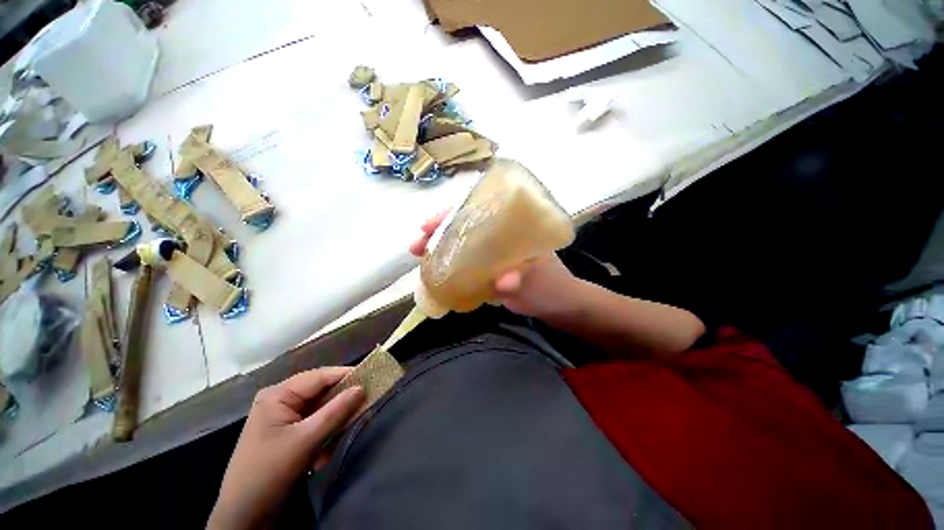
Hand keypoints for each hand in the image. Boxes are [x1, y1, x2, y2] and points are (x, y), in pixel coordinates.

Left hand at [208, 368, 364, 529]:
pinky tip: (321, 457)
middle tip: (362, 410)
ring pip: (322, 411)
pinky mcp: (289, 433)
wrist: (244, 516)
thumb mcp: (305, 441)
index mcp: (279, 395)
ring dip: (332, 427)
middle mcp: (282, 400)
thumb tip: (362, 388)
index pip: (320, 376)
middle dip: (340, 406)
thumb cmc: (268, 473)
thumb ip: (336, 412)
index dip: (347, 376)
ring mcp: (285, 417)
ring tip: (335, 443)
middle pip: (322, 393)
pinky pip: (316, 426)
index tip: (372, 379)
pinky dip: (324, 438)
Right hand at [410, 211, 580, 319]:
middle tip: (417, 243)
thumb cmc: (554, 290)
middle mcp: (501, 235)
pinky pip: (466, 262)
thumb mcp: (539, 285)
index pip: (481, 209)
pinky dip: (450, 265)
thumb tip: (500, 282)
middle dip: (439, 231)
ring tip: (419, 256)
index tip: (430, 224)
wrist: (559, 307)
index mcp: (515, 227)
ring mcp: (494, 252)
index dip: (454, 213)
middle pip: (465, 225)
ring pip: (463, 243)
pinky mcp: (490, 268)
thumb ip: (522, 283)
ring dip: (440, 248)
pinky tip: (435, 273)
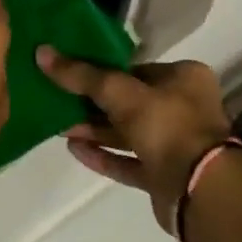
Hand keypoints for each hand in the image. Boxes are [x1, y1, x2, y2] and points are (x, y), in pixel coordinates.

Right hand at [35, 49, 231, 232]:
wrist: (199, 189)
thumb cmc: (166, 125)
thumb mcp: (120, 92)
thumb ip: (82, 75)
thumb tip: (42, 52)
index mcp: (184, 78)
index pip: (136, 69)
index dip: (103, 71)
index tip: (70, 73)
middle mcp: (183, 108)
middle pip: (130, 102)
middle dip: (93, 103)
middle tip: (58, 100)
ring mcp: (174, 145)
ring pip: (127, 133)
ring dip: (94, 130)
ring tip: (59, 127)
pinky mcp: (163, 176)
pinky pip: (127, 161)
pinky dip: (103, 155)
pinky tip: (74, 149)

Required action
The entries above, every one of them, should be retyped exactly, with no pictures carried over.

Exercise output
Hand keypoints for each hand in the image. Boxes are [x1, y1, x2, y2] and points are (x, y), in pixel coordinates.

Left hand at [208, 368, 364, 529]:
pinky tip: (321, 457)
middle tip: (362, 410)
ring pip: (322, 411)
pinky mcp: (289, 433)
wrist: (244, 516)
thumb mcp: (305, 441)
index mcp: (279, 395)
ring dip: (332, 427)
middle mcp: (282, 400)
thumb tip: (362, 388)
index pip: (320, 376)
middle dip: (340, 406)
thumb cmc: (268, 473)
thumb ip: (336, 412)
index dip: (347, 376)
ring mcp: (285, 417)
ring tip: (335, 443)
middle pip: (322, 393)
pinky pip: (316, 426)
index tip: (372, 379)
pinky dip: (324, 438)
Right hand at [410, 211, 580, 319]:
middle tip: (417, 243)
thumb cmc: (554, 290)
middle mcp: (501, 235)
pinky pip: (466, 262)
thumb mcp: (539, 285)
index pip: (481, 209)
pinky dip: (450, 265)
thumb tip: (500, 282)
middle dip: (439, 231)
ring tip: (419, 256)
index tip: (430, 224)
wrist: (559, 307)
index mcp: (515, 227)
ring mcp: (494, 252)
index dip: (454, 213)
middle pip: (465, 225)
ring pip: (463, 243)
pinky mcp: (490, 268)
thumb ip: (522, 283)
ring dip: (440, 248)
pinky tip: (435, 273)
Hand keypoints for each hand in the image. Boxes are [x1, y1, x2, y2] and points are (x, y), in pixel coordinates.

Right hand at [35, 49, 231, 232]:
wrist: (199, 189)
thumb cmc: (166, 125)
thumb mcp: (120, 92)
thumb ip: (82, 75)
thumb tip: (42, 52)
index mcp: (184, 78)
index pip: (136, 69)
index dip: (103, 71)
index tip: (70, 73)
middle mcp: (183, 108)
middle pip: (130, 102)
middle dip: (93, 103)
middle tip: (58, 100)
ring mcp: (174, 145)
ring pip: (127, 133)
ring dip: (94, 130)
ring tip: (59, 127)
pinky mcp: (163, 176)
pinky pip: (127, 161)
pinky dip: (103, 155)
pinky tip: (74, 149)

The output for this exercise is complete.